[Extracted information — start]

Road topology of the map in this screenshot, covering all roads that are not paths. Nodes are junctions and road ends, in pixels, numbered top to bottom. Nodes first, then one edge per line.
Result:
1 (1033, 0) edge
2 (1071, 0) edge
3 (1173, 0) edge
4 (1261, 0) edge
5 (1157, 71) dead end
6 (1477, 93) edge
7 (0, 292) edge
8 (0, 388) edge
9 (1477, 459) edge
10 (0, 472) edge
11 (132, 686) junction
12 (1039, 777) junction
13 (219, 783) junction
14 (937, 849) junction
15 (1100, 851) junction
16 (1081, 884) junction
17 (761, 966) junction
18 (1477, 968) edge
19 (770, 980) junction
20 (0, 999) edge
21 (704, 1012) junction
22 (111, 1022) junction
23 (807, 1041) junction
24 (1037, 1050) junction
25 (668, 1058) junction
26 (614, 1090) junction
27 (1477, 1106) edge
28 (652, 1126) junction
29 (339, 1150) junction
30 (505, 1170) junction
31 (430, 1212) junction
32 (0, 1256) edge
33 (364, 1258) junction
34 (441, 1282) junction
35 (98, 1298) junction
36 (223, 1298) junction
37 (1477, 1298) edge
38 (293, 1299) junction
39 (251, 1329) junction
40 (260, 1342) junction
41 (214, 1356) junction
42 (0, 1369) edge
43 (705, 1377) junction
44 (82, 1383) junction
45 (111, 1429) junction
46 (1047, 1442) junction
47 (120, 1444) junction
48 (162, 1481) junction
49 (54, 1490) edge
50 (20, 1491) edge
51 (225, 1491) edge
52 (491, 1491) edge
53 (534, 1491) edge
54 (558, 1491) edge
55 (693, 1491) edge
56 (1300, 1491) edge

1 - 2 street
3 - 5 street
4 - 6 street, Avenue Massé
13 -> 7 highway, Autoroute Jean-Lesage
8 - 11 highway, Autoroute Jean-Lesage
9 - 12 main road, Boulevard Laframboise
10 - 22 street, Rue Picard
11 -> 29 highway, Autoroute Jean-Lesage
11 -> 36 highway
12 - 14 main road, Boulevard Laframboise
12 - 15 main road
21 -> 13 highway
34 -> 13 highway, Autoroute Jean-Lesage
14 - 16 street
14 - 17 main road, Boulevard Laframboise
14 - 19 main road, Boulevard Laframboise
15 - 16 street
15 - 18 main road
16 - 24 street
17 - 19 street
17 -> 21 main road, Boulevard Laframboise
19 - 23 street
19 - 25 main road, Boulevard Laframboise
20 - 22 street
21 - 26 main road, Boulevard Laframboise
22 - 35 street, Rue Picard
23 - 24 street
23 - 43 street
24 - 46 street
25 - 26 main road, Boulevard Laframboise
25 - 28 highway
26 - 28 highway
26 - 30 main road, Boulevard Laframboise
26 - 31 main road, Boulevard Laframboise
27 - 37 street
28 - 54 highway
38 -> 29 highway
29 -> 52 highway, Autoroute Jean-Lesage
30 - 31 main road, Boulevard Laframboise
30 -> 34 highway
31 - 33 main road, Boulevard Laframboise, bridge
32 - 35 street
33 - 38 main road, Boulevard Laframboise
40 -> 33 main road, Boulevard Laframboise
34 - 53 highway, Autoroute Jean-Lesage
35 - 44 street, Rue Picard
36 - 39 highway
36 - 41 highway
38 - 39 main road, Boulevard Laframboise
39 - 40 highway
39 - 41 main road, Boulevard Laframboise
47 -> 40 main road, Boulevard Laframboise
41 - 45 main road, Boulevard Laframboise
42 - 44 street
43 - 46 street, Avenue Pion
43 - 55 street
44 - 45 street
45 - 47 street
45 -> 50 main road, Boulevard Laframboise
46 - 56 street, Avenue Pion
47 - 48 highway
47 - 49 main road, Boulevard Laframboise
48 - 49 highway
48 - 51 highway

[Extracted information — finish]

The answer must be a single number: how many lines of the data hold the word "Autoroute".

▸ Response to this exercise:
6